**What is required:** All of the data that follows should be given again exactly, without its images.

**Data for processing:**
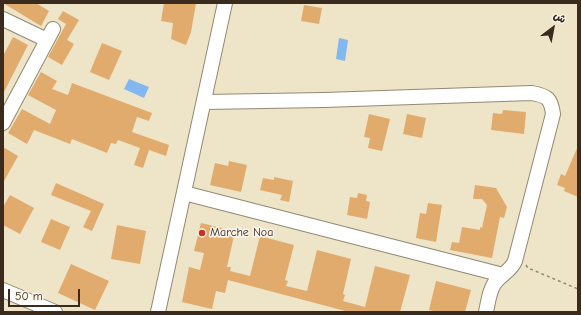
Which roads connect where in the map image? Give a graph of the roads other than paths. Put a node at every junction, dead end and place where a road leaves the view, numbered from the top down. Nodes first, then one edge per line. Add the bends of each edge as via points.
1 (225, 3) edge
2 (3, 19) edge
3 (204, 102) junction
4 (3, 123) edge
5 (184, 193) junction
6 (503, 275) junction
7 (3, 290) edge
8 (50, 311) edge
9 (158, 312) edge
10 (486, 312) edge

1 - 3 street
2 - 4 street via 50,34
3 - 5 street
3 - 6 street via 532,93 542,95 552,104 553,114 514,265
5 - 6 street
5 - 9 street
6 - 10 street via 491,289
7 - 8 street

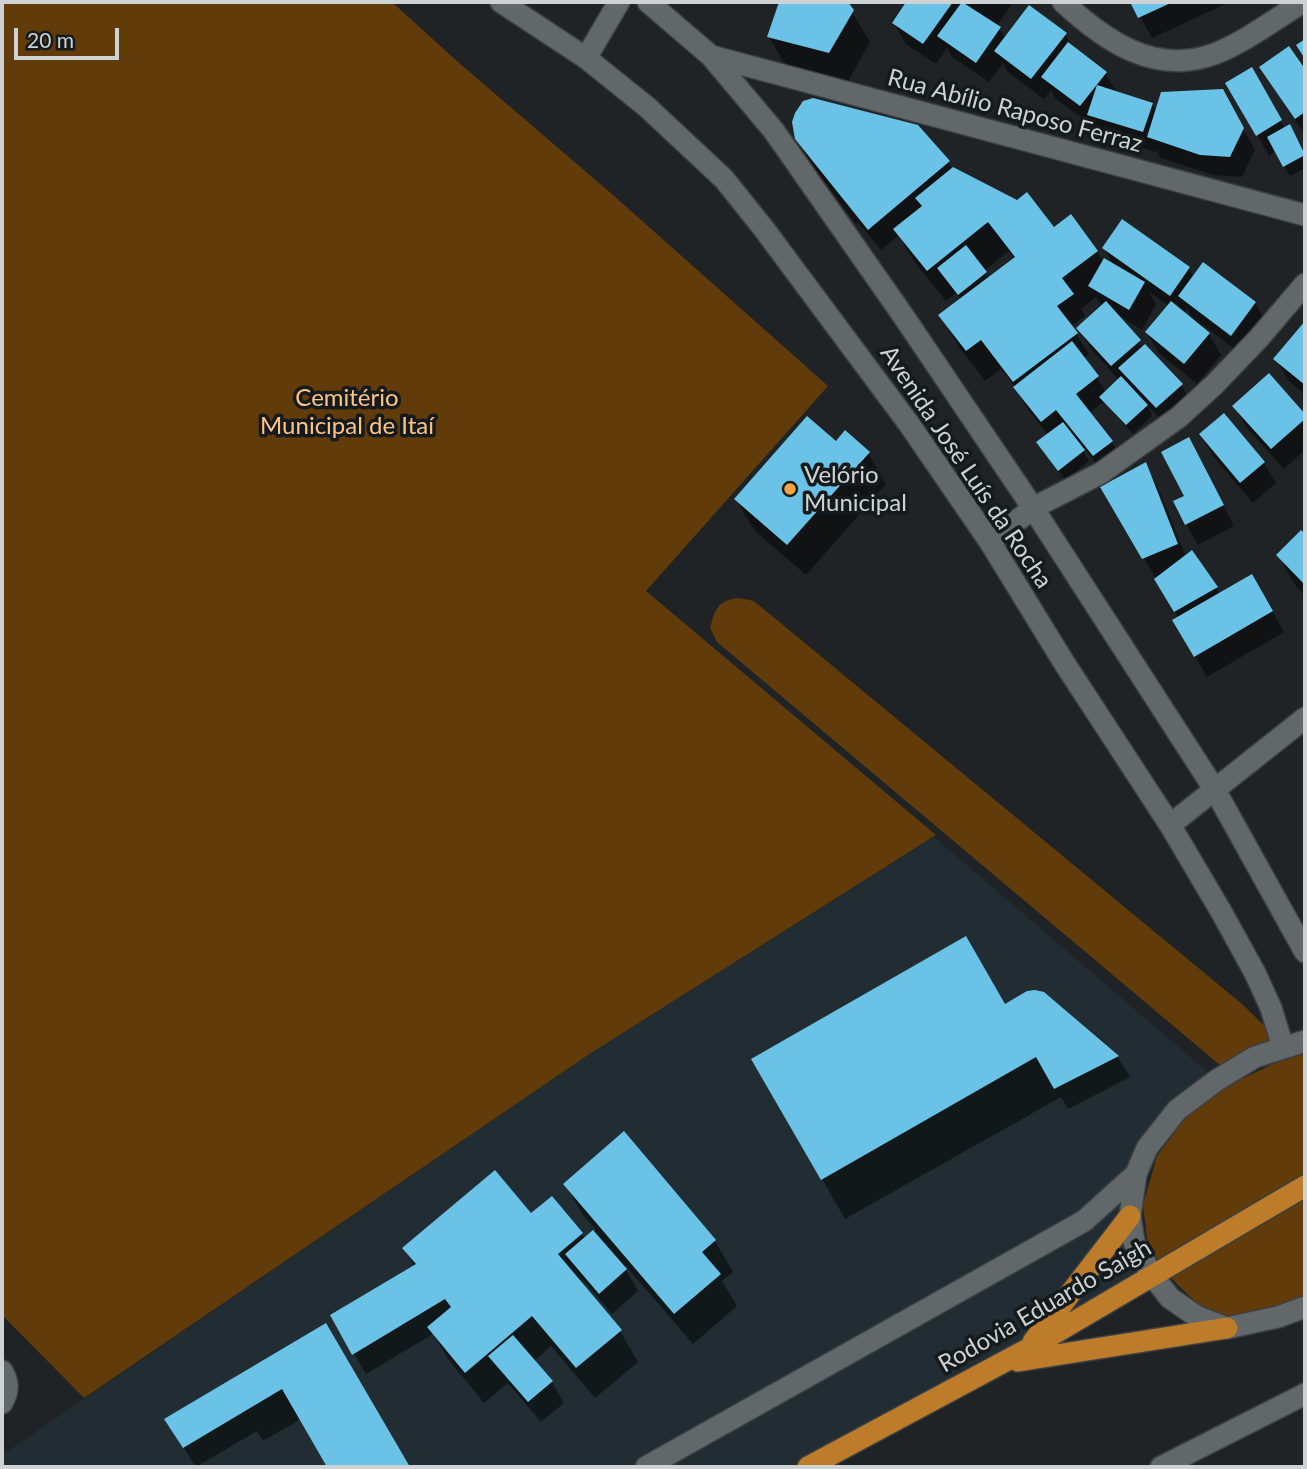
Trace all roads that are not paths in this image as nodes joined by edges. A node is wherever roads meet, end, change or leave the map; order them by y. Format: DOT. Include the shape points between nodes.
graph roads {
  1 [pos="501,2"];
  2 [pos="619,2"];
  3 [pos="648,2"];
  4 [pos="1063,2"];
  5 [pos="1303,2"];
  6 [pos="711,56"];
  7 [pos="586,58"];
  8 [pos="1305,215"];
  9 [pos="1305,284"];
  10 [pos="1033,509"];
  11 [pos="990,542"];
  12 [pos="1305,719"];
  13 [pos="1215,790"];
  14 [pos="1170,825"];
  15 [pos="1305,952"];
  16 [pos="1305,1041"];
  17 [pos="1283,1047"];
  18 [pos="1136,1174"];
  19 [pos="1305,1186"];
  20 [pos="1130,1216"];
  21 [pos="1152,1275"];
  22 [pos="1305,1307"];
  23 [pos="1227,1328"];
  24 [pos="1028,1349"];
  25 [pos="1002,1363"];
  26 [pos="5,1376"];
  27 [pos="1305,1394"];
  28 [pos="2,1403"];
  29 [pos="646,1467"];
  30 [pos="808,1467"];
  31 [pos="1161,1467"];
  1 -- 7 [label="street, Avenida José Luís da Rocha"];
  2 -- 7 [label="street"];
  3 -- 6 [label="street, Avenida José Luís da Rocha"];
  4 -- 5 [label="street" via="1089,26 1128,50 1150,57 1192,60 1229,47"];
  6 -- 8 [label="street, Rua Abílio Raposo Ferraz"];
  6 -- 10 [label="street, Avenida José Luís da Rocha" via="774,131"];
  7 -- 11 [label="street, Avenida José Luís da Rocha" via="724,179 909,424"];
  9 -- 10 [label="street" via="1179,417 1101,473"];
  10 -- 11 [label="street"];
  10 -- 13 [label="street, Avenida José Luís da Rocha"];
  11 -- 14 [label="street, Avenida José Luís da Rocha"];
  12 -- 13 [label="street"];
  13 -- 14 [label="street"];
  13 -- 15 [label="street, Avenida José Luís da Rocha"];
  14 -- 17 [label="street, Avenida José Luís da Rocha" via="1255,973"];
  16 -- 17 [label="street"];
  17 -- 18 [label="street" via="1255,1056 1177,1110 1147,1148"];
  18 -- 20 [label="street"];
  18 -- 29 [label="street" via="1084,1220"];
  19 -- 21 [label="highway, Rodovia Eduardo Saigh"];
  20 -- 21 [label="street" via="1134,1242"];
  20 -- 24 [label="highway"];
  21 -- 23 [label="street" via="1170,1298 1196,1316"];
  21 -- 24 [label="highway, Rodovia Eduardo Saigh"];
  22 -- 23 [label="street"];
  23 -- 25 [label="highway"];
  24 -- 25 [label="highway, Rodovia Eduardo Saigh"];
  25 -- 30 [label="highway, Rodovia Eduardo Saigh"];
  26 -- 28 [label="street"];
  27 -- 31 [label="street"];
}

**Result of this task:**
Which roads connect where in the map image? Give a graph of the roads other than paths. Put a node at every junction, dead end and place where a road leaves the view, numbered from the top down. Nodes first, then one edge per line. Add the bends of each edge as via points.
1 (225, 3) edge
2 (3, 19) edge
3 (204, 102) junction
4 (3, 123) edge
5 (184, 193) junction
6 (503, 275) junction
7 (3, 290) edge
8 (50, 311) edge
9 (158, 312) edge
10 (486, 312) edge

1 - 3 street
2 - 4 street via 50,34
3 - 5 street
3 - 6 street via 532,93 542,95 552,104 553,114 514,265
5 - 6 street
5 - 9 street
6 - 10 street via 491,289
7 - 8 street

Trace all roads that are not paths in this image as nodes joined by edges. A node is wherever roads meet, end, change or leave the map; order them by y. Format: DOT. Include the shape points between nodes.
graph roads {
  1 [pos="501,2"];
  2 [pos="619,2"];
  3 [pos="648,2"];
  4 [pos="1063,2"];
  5 [pos="1303,2"];
  6 [pos="711,56"];
  7 [pos="586,58"];
  8 [pos="1305,215"];
  9 [pos="1305,284"];
  10 [pos="1033,509"];
  11 [pos="990,542"];
  12 [pos="1305,719"];
  13 [pos="1215,790"];
  14 [pos="1170,825"];
  15 [pos="1305,952"];
  16 [pos="1305,1041"];
  17 [pos="1283,1047"];
  18 [pos="1136,1174"];
  19 [pos="1305,1186"];
  20 [pos="1130,1216"];
  21 [pos="1152,1275"];
  22 [pos="1305,1307"];
  23 [pos="1227,1328"];
  24 [pos="1028,1349"];
  25 [pos="1002,1363"];
  26 [pos="5,1376"];
  27 [pos="1305,1394"];
  28 [pos="2,1403"];
  29 [pos="646,1467"];
  30 [pos="808,1467"];
  31 [pos="1161,1467"];
  1 -- 7 [label="street, Avenida José Luís da Rocha"];
  2 -- 7 [label="street"];
  3 -- 6 [label="street, Avenida José Luís da Rocha"];
  4 -- 5 [label="street" via="1089,26 1128,50 1150,57 1192,60 1229,47"];
  6 -- 8 [label="street, Rua Abílio Raposo Ferraz"];
  6 -- 10 [label="street, Avenida José Luís da Rocha" via="774,131"];
  7 -- 11 [label="street, Avenida José Luís da Rocha" via="724,179 909,424"];
  9 -- 10 [label="street" via="1179,417 1101,473"];
  10 -- 11 [label="street"];
  10 -- 13 [label="street, Avenida José Luís da Rocha"];
  11 -- 14 [label="street, Avenida José Luís da Rocha"];
  12 -- 13 [label="street"];
  13 -- 14 [label="street"];
  13 -- 15 [label="street, Avenida José Luís da Rocha"];
  14 -- 17 [label="street, Avenida José Luís da Rocha" via="1255,973"];
  16 -- 17 [label="street"];
  17 -- 18 [label="street" via="1255,1056 1177,1110 1147,1148"];
  18 -- 20 [label="street"];
  18 -- 29 [label="street" via="1084,1220"];
  19 -- 21 [label="highway, Rodovia Eduardo Saigh"];
  20 -- 21 [label="street" via="1134,1242"];
  20 -- 24 [label="highway"];
  21 -- 23 [label="street" via="1170,1298 1196,1316"];
  21 -- 24 [label="highway, Rodovia Eduardo Saigh"];
  22 -- 23 [label="street"];
  23 -- 25 [label="highway"];
  24 -- 25 [label="highway, Rodovia Eduardo Saigh"];
  25 -- 30 [label="highway, Rodovia Eduardo Saigh"];
  26 -- 28 [label="street"];
  27 -- 31 [label="street"];
}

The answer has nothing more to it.